Pierwszy delikwent wpadł na terenie Gminy Zbąszynek.
– Około godz. 1:00 na drodze W 302 w kierunku Chlastawy policjanci zauważyli przed sobą samochód osobowy, którego kierujący nagle zjechał w gruntową drogę lokalną, zatrzymał się na poboczu i wyłączył oświetlenie pojazdu. Funkcjonariusze natychmiast powzięli podejrzenie, że osoby znajdujące się w pojeździe mogą mieć „coś na sumieniu”. Przeprowadzona kontrola drogowa potwierdziła przypuszczenia funkcjonariuszy. Kierowca, 22-letni mieszkaniec Gminy Zbąszynek, nie posiadał w ogóle prawa jazdy i wydmuchał blisko 1,3 promila alkoholu. Nie zdziwiło to pasażerów auta, którzy wcześniej biesiadowali wspólnie z kierowcą – powiedział Gazecie Świebodzińskiej asp. Łukasz Szymański.

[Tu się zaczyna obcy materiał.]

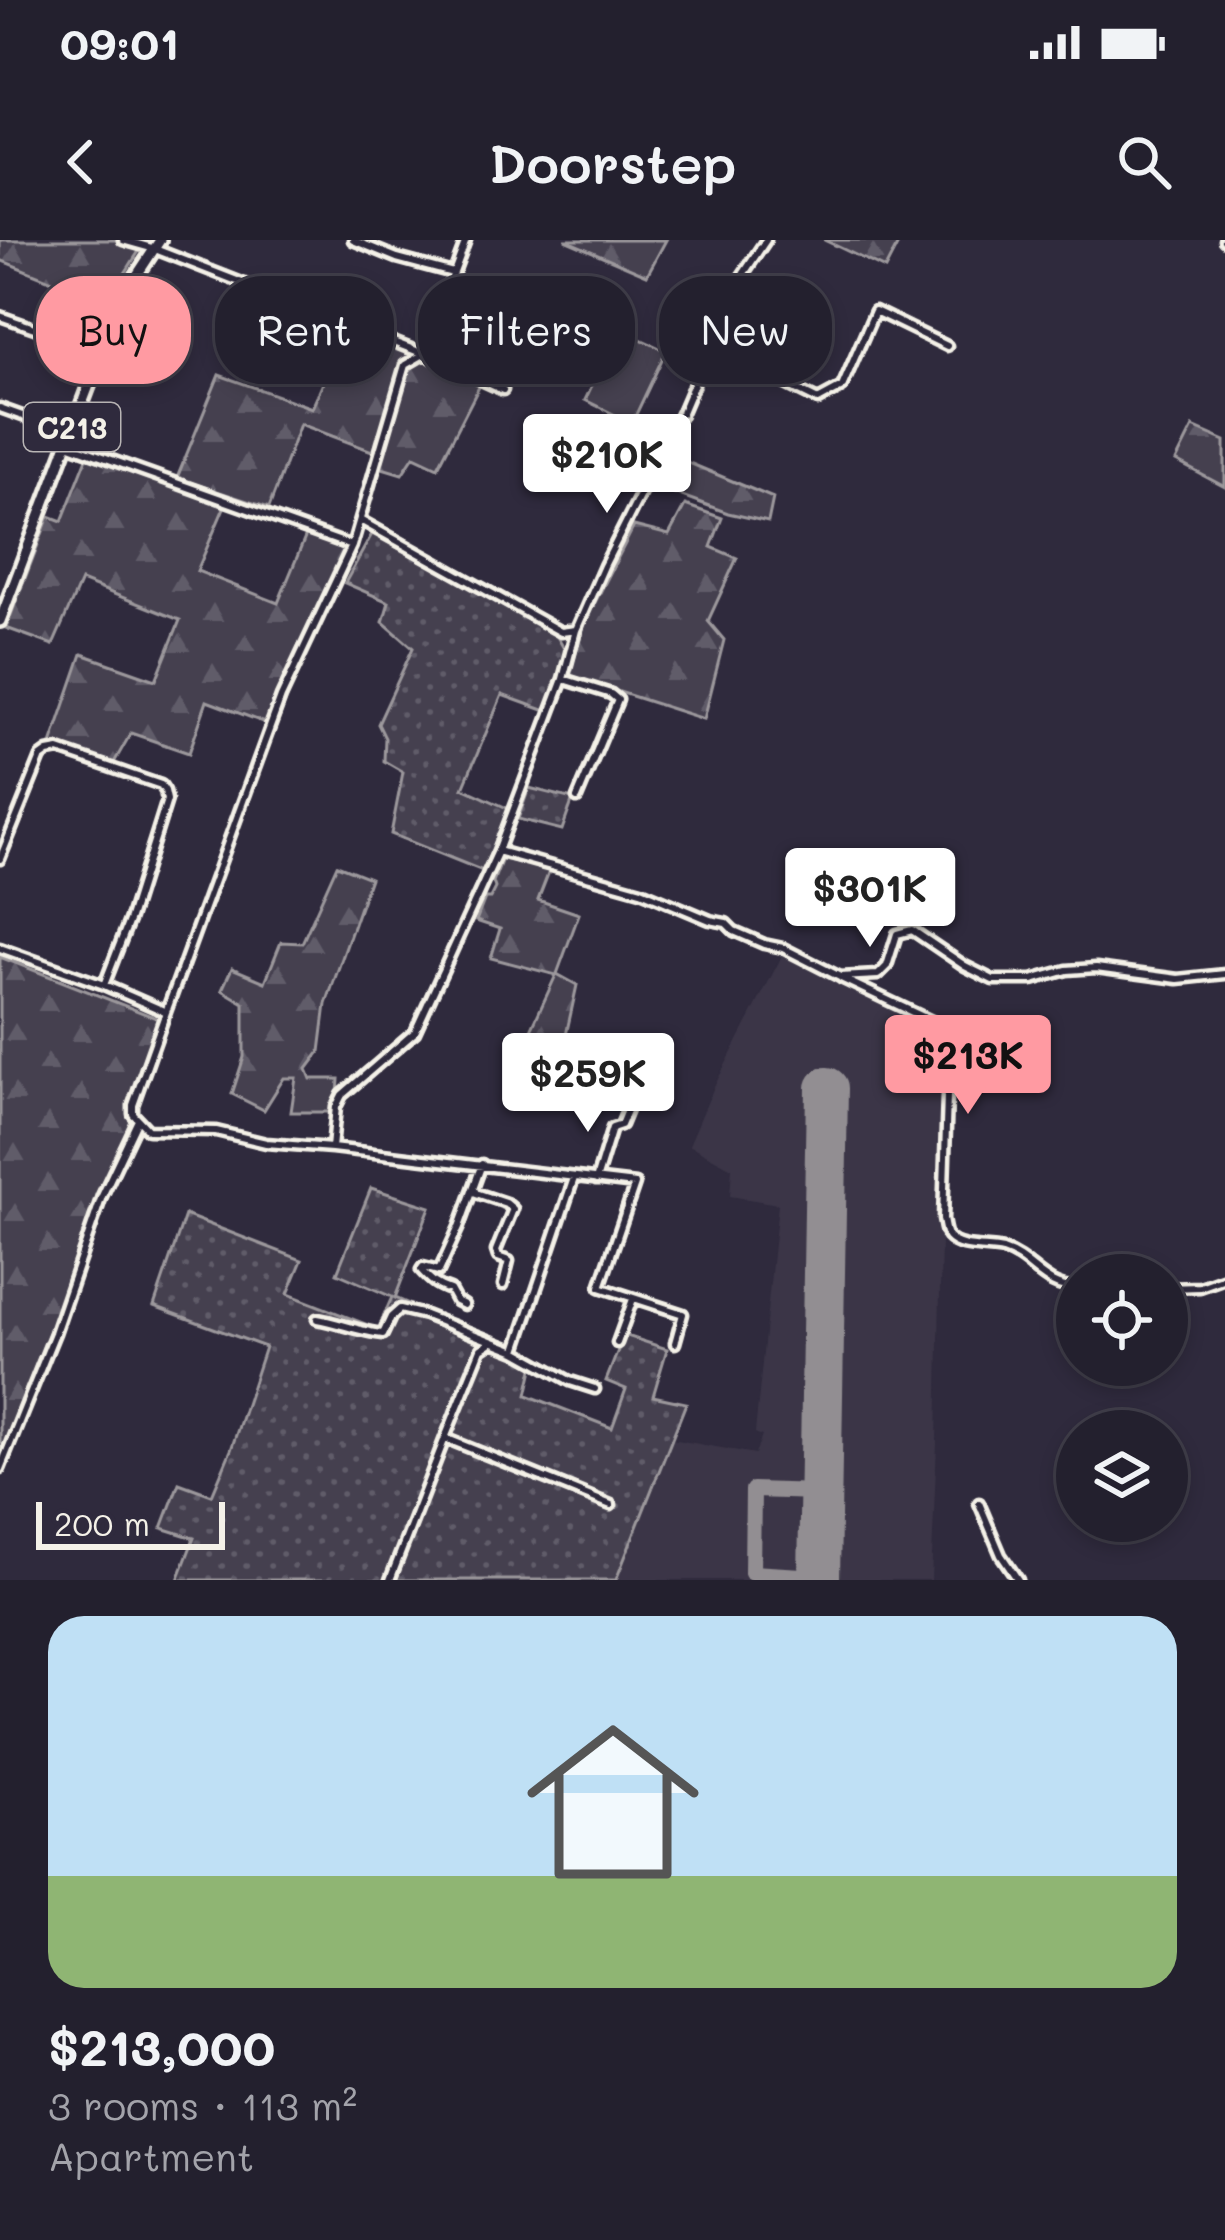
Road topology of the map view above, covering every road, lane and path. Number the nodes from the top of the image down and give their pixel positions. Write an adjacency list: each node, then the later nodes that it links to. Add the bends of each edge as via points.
1 (122, 240): 5 (street)
2 (353, 240): 6 (street)
3 (466, 240): 6 (street)
4 (766, 240): 9 (street)
5 (157, 244): 7 (main road, C213); 13 (street)
6 (453, 273): 8 (street)
7 (136, 276)
8 (452, 276)
9 (742, 276)
10 (0, 316): 11 (street)
11 (36, 329)
12 (947, 346): 18 (street, via 874,311 842,387 818,400)
13 (418, 352)
14 (418, 357): 22 (street, via 405,365)
15 (88, 384): 21 (main road, C213)
16 (490, 384): 19 (street)
17 (693, 384): 25 (street)
18 (786, 384)
19 (503, 390)
20 (0, 408): 21 (street)
21 (68, 438): 23 (street); 24 (main road, C213)
22 (360, 520): 23 (street); 26 (street)
23 (352, 546): 36 (street, via 281,697)
24 (0, 621)
25 (576, 630): 26 (street); 27 (street)
26 (560, 632): 27 (street)
27 (570, 652): 28 (street)
28 (563, 679): 29 (street, via 618,700); 30 (street)
29 (577, 798)
30 (498, 851): 34 (street, via 640,891); 39 (street, via 415,1032 338,1100)
31 (0, 859): 35 (street, via 48,752 166,790)
32 (0, 948): 35 (street)
33 (1225, 974): 34 (street, via 1178,979 1096,968 993,980 913,929 897,934 878,975)
34 (840, 977): 46 (street, via 949,1034 946,1234 1014,1255)
35 (104, 985): 36 (street)
36 (166, 1012): 38 (street, via 133,1105)
37 (628, 1108): 42 (street, via 612,1128)
38 (137, 1122): 39 (street, via 155,1131); 57 (street)
39 (332, 1148): 40 (street)
40 (482, 1165): 41 (street); 43 (street)
41 (574, 1178): 42 (street); 54 (street)
42 (596, 1180): 48 (street, via 635,1184 600,1286)
43 (474, 1185): 45 (street, via 513,1209 496,1251 509,1261); 49 (street, via 439,1271 422,1270)
44 (1225, 1278): 47 (street)
45 (503, 1286)
46 (1056, 1286)
47 (1188, 1287)
48 (634, 1299): 51 (street); 53 (street, via 683,1314)
49 (464, 1305)
50 (317, 1319): 52 (street, via 383,1334 400,1309)
51 (617, 1342)
52 (490, 1343): 54 (street); 56 (street)
53 (675, 1343)
54 (515, 1351): 55 (street)
55 (595, 1389)
56 (445, 1438): 60 (street); 61 (street)
57 (3, 1453): 58 (street)
58 (0, 1469)
59 (979, 1503): 62 (street)
60 (611, 1504)
61 (390, 1580)
62 (1018, 1580)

Do drugiego zatrzymania doszło ok. godz. 3.50 w Świebodzinie na Placu Dworcowym, gdzie policjanci zatrzymali do kontroli drogowej dziwnie poruszający się samochód osobowy. Jak ustalili funkcjonariusze, przyczyną dziwnego sposobu jazdy był stan nietrzeźwości kierowcy, który miał prawie 1,8 promila w wydychanym powietrzu. Na domiar złego mężczyzna również nie posiadał żadnych uprawnień do kierowania pojazdami i także przewoził pasażerów.

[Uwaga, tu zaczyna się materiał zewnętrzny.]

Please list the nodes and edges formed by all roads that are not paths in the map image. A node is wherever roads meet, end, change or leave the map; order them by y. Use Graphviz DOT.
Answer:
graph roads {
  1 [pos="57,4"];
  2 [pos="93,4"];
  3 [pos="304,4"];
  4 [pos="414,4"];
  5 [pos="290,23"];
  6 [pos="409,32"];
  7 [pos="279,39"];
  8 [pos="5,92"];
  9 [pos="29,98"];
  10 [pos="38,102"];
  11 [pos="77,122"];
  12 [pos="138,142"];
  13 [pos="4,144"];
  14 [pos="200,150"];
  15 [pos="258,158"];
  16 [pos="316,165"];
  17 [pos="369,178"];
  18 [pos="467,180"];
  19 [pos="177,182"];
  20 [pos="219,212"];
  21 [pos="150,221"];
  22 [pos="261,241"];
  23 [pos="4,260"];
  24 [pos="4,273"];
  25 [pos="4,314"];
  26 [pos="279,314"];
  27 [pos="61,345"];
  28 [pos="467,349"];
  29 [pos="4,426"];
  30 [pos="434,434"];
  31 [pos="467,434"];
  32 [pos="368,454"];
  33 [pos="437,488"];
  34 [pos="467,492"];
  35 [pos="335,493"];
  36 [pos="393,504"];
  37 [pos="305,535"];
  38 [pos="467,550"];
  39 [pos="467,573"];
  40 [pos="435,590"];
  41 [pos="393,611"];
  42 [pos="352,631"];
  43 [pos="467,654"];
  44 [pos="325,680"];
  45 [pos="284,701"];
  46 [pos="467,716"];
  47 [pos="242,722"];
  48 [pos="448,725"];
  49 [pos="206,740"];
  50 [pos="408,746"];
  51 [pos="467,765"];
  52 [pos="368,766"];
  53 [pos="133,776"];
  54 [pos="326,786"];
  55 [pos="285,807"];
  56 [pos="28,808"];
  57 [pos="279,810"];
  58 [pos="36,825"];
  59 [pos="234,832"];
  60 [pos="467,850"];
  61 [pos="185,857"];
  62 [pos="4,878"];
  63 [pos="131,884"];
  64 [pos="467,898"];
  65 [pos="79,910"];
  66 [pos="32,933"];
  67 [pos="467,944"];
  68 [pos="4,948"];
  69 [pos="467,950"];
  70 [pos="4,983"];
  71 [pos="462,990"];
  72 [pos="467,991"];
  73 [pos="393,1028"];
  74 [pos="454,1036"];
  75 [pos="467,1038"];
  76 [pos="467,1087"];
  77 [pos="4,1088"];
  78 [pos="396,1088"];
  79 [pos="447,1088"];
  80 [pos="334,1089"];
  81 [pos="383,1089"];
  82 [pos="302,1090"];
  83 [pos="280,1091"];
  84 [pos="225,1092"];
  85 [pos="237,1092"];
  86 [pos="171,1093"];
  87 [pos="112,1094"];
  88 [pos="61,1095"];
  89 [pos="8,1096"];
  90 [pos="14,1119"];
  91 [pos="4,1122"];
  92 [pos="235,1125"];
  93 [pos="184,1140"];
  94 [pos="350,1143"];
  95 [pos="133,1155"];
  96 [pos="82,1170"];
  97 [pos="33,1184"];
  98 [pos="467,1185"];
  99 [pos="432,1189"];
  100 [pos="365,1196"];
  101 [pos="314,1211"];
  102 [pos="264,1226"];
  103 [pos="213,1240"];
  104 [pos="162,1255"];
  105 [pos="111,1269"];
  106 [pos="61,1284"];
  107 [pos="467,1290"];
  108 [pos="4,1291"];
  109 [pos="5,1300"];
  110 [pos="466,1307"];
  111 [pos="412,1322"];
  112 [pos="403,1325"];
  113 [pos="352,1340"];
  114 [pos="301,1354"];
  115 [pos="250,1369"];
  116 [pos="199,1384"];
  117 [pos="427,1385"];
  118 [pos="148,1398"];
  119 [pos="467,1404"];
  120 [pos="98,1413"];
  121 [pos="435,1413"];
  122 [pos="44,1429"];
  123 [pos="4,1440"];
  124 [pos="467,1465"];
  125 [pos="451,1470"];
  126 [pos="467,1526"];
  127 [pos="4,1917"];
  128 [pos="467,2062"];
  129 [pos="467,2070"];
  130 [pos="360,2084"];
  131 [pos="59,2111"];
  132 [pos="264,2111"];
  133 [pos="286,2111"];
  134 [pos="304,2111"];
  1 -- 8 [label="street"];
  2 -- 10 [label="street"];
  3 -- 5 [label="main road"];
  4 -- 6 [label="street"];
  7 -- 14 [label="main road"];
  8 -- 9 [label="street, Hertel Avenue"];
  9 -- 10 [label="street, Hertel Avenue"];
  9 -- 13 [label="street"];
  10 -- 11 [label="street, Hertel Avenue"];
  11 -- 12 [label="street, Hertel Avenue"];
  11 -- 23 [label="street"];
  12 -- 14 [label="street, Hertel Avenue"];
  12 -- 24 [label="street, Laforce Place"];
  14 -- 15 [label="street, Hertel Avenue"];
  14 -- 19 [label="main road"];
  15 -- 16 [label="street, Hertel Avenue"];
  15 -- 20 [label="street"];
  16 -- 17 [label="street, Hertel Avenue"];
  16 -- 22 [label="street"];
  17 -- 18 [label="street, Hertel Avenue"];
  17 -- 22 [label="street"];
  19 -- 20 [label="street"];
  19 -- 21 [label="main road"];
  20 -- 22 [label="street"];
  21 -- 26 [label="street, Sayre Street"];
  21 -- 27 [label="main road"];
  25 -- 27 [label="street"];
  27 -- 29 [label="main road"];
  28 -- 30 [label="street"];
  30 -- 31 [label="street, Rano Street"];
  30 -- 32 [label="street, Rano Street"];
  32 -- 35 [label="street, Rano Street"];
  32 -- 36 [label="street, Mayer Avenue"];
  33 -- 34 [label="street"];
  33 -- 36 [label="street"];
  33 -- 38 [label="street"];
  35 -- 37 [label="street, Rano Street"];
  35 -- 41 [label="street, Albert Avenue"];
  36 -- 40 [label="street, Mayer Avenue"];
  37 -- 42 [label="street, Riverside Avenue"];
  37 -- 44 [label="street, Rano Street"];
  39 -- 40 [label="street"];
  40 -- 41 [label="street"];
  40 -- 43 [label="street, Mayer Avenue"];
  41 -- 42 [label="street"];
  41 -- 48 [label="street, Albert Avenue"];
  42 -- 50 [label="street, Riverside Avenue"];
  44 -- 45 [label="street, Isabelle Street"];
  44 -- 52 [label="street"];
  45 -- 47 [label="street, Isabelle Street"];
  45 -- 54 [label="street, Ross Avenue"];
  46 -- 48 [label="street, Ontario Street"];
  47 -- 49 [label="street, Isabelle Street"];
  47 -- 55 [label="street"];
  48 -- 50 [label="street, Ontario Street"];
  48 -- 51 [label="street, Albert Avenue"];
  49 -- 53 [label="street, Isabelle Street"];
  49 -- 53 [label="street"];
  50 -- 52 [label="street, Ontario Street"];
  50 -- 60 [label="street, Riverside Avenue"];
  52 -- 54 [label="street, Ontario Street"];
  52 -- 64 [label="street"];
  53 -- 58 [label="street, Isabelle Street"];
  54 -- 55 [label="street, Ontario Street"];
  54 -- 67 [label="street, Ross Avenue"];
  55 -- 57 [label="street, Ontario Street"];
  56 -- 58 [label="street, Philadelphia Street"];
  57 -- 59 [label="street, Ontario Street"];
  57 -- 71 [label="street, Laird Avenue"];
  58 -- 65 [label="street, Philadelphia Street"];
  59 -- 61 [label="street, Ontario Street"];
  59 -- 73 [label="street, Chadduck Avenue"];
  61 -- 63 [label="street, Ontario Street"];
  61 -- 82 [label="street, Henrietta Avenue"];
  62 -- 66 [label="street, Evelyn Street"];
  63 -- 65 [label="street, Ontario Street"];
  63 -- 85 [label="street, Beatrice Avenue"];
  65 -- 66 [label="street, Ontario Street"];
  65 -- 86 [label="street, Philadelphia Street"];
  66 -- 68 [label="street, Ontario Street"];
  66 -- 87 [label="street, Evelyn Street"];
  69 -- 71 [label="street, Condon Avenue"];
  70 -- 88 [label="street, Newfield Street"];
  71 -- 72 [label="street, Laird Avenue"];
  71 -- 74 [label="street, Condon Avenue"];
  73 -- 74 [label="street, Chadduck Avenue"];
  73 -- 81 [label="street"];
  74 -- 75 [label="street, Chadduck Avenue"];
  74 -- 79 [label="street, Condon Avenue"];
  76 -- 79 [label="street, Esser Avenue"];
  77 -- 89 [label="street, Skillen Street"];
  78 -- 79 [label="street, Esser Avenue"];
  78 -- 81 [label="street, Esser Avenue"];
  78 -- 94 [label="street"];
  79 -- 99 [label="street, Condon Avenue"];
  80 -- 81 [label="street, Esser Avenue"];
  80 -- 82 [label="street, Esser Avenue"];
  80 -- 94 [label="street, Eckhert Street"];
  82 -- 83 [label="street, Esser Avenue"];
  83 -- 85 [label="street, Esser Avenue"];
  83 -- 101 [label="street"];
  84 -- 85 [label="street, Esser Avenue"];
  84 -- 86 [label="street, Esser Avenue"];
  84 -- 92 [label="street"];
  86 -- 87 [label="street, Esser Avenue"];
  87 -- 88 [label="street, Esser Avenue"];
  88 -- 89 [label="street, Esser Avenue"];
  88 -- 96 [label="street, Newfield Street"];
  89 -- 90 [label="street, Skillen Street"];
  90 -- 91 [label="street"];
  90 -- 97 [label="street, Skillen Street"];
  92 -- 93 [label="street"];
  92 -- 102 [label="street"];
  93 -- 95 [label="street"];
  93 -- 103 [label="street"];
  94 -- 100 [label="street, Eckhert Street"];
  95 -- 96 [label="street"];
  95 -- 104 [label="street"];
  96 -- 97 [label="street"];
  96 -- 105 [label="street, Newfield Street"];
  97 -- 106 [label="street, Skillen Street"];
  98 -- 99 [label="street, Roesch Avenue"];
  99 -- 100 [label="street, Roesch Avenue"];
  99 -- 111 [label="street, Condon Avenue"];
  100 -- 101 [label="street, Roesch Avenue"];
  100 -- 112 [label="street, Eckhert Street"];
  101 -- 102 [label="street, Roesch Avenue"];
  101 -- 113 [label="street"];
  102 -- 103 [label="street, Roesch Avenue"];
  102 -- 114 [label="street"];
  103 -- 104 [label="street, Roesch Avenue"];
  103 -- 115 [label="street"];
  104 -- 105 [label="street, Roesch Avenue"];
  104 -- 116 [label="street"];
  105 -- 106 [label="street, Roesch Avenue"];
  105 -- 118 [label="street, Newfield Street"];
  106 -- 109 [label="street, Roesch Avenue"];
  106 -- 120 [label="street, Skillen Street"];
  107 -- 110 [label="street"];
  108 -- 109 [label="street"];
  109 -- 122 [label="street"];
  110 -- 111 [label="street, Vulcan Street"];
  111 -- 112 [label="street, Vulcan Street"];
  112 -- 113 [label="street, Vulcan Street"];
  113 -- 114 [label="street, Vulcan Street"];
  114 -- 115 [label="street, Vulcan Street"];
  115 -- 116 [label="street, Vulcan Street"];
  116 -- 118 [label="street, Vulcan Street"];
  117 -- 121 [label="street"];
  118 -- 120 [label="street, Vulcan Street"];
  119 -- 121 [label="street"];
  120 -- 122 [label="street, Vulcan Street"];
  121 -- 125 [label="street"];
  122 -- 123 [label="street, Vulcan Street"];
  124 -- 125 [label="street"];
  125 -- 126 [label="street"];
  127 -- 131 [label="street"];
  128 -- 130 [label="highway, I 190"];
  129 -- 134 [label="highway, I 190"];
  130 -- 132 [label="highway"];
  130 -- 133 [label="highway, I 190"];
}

Obaj zatrzymani za swoje czyny odpowiedzą karnie przed sądem. W obu incydentach najbardziej zatrważające i zasmucające jest to, że mimo wielu apeli policji o rozsądek i trzeźwość za kółkiem nadal znajdują się osoby, które lekceważą zagrożenie, jakie w ten sposób stwarzają oraz tacy, którzy swoją bierną postawą, dają im na to przyzwolenie.